### Assignment
Pictures are to be omitted, and every entry below is to be restated exactly.

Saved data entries
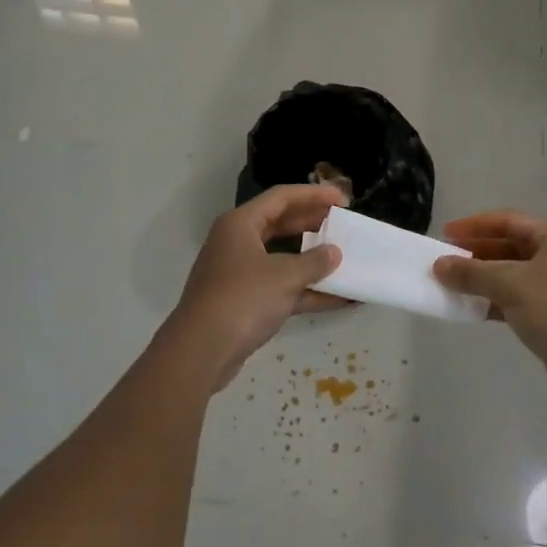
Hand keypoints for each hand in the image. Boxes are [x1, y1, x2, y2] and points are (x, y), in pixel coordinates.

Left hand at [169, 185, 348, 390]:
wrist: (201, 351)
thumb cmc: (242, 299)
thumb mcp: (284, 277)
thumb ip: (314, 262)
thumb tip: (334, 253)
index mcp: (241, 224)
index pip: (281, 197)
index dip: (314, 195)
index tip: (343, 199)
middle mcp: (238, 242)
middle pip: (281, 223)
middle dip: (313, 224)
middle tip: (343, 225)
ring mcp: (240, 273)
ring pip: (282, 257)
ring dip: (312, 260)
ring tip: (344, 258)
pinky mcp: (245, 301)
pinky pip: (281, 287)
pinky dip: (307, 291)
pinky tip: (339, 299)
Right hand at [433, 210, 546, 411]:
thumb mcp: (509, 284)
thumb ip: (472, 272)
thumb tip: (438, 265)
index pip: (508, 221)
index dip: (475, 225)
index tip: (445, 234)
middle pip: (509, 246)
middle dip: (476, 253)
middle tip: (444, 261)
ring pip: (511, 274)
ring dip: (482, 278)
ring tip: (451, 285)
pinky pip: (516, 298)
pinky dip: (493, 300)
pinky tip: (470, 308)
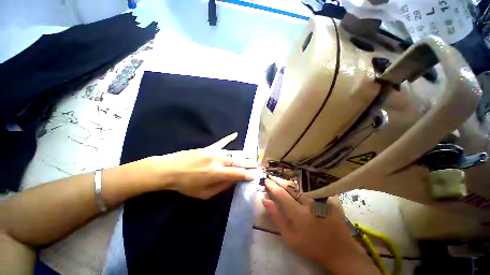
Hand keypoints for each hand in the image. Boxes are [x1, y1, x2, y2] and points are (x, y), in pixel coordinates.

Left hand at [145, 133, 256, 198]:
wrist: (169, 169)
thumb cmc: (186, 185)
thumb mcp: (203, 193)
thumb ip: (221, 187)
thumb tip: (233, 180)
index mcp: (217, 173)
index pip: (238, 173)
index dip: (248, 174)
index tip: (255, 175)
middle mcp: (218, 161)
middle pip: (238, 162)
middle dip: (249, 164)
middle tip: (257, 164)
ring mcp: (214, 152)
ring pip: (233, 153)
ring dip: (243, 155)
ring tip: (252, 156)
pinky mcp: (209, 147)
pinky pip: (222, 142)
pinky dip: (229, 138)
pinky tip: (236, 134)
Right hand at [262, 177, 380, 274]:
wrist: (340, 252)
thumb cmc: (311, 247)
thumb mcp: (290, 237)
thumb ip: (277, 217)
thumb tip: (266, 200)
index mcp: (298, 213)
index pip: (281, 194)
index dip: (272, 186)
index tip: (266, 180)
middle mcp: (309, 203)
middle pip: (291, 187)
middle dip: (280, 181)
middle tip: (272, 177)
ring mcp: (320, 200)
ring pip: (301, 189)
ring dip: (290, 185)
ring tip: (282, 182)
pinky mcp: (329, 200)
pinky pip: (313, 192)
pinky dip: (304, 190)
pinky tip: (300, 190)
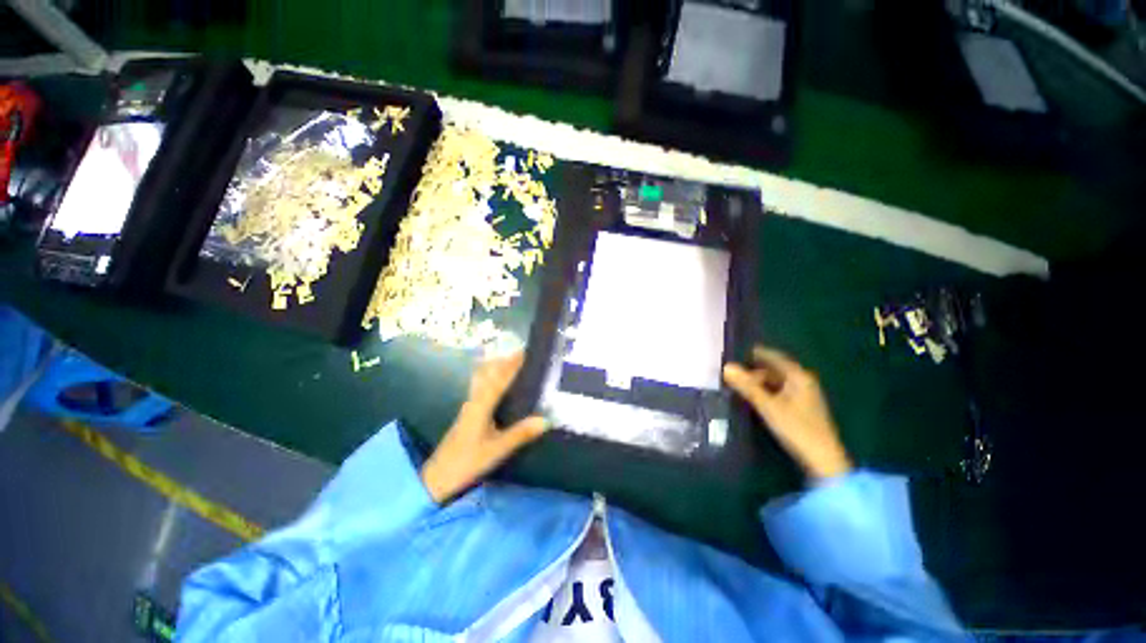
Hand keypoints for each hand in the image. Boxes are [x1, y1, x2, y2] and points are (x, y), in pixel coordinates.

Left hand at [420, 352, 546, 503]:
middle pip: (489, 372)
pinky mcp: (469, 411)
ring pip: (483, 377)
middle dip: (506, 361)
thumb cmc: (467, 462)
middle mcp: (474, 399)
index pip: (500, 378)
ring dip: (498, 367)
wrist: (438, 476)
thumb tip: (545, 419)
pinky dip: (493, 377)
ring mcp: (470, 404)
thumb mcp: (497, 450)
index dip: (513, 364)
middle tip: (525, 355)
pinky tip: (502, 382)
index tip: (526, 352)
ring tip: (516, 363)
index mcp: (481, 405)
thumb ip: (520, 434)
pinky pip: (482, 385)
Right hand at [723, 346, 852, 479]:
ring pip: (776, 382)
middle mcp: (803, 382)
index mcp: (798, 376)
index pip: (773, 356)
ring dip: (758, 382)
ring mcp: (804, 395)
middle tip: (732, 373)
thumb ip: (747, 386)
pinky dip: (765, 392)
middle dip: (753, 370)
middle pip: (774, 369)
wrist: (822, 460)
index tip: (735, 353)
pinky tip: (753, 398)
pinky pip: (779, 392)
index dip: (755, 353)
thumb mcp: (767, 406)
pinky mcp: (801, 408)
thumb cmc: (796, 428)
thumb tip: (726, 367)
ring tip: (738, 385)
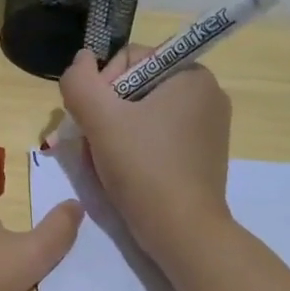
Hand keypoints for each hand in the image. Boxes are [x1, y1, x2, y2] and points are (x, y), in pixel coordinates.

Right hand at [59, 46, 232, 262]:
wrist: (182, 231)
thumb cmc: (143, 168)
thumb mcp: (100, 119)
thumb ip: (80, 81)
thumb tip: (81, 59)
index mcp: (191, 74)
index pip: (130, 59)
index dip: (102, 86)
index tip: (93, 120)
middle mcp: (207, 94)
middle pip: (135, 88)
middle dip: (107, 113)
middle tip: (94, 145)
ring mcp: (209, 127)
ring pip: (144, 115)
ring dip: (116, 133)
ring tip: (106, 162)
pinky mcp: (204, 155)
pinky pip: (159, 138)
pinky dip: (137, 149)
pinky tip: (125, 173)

### Solution for this task
Hand keypoints for each hand in the image. Boxes are [x1, y1, x2, y2] and points are (x, y), in pixel coordinates.

Left hand at [169, 185, 348, 390]:
wrist: (201, 351)
thumb cmc: (242, 299)
thumb mcp: (284, 277)
thumb ip: (314, 262)
thumb tip: (334, 253)
index mcp: (241, 224)
index pip: (281, 197)
index dip: (314, 195)
index tip: (343, 199)
middle mcp: (238, 242)
middle pip: (281, 223)
middle dip: (313, 224)
middle tip: (343, 225)
ring mcp: (240, 273)
ring pip: (282, 257)
ring dip: (312, 260)
ring tip: (344, 258)
pinky mcp: (245, 301)
pinky pip: (281, 287)
pinky dip: (307, 291)
pinky tip: (339, 299)
Right hand at [433, 210, 546, 411]:
thumb mcp: (509, 284)
thumb ip: (472, 272)
thumb tip: (438, 265)
index pip: (508, 221)
index dip: (475, 225)
index tip: (445, 234)
middle pip: (509, 246)
middle dip: (476, 253)
middle tip: (444, 261)
ring pip: (511, 274)
ring dip: (482, 278)
ring tip: (451, 285)
pinky pip: (516, 298)
pinky dip: (493, 300)
pinky tip: (470, 308)
Hand keypoints for each hand in the image. Boxes are [x1, y1, x2, y2] and points are (x, y), in pixel coordinates.

Left hand at [145, 133, 256, 198]:
wrist: (169, 169)
thumb cmc: (186, 185)
thumb mcp: (203, 193)
thumb ip: (221, 187)
thumb tip: (233, 180)
index mcp: (217, 173)
index pip: (238, 173)
index dip: (248, 174)
index tip: (255, 175)
middle mcp: (218, 161)
middle pip: (238, 162)
middle dip: (249, 164)
middle tip: (257, 164)
ring mcp: (214, 152)
ring pip: (233, 153)
ring dip: (243, 155)
ring tip: (252, 156)
pinky mcp: (209, 147)
pinky pip: (222, 142)
pinky dip: (229, 138)
pinky tip: (236, 134)
Right hand at [262, 177, 380, 274]:
wrist: (340, 252)
thumb cmc: (311, 247)
thumb mcp: (290, 237)
thumb ip: (277, 217)
thumb tip: (266, 200)
index mcp: (298, 213)
index pip: (281, 194)
index dip: (272, 186)
index tip: (266, 180)
middle mcp: (309, 203)
middle pip: (291, 187)
middle dip: (280, 181)
middle tip: (272, 177)
ring mcp: (320, 200)
ring pip: (301, 189)
ring dip: (290, 185)
ring tip: (282, 182)
pinky mcp: (329, 200)
pinky pip: (313, 192)
pinky dip: (304, 190)
pinky tip: (300, 190)
Hand keypoints for each hand in the image. Boxes are [x1, y1, x2, y2] and points are (x, y), in pixel coordinates.

Left hand at [420, 352, 546, 503]:
middle pip: (489, 372)
pinky mcp: (469, 411)
ring pip: (483, 377)
middle dip: (506, 361)
thumb cmc: (467, 462)
middle mcp: (474, 399)
index pip: (500, 378)
ring dip: (498, 367)
wrist: (438, 476)
thumb tip: (545, 419)
pinky dip: (493, 377)
ring mcp: (470, 404)
thumb mcp: (497, 450)
index dip: (513, 364)
middle tip: (525, 355)
pinky tip: (502, 382)
index tip: (526, 352)
ring tip: (516, 363)
index mcp: (481, 405)
thumb ip: (520, 434)
pinky pip: (482, 385)
Right hand at [723, 346, 852, 479]:
ring pip: (776, 382)
middle mcp: (803, 382)
index mcp: (798, 376)
index pip: (773, 356)
ring dip: (758, 382)
ring mcp: (804, 395)
middle tip: (732, 373)
thumb ip: (747, 386)
pinky dip: (765, 392)
middle dip: (753, 370)
middle pip: (774, 369)
wrist: (822, 460)
index tip: (735, 353)
pinky tip: (753, 398)
pinky pip: (779, 392)
index dip: (755, 353)
thumb mcp: (767, 406)
pinky mcp: (801, 408)
thumb cmc: (796, 428)
thumb tip: (726, 367)
ring tip: (738, 385)
Hand keypoints for each hand in the image. Boxes are [x1, y1, x2, y2] and points are (x, y), in pixel coordinates.

Right hand at [59, 46, 232, 262]:
wrist: (182, 231)
thumb cmc: (143, 168)
thumb mcp: (100, 119)
thumb ip: (80, 81)
thumb tip: (81, 59)
index mcp: (191, 74)
index pip: (130, 59)
index dip: (102, 86)
index tip: (93, 120)
middle mcp: (207, 94)
middle pip: (135, 88)
middle dip: (107, 113)
middle tip: (94, 145)
ring mcp: (209, 127)
ring pip: (144, 115)
ring dip: (116, 133)
ring tip: (106, 162)
pinky mcp: (204, 155)
pinky pip: (159, 138)
pinky dip: (137, 149)
pinky tip: (125, 173)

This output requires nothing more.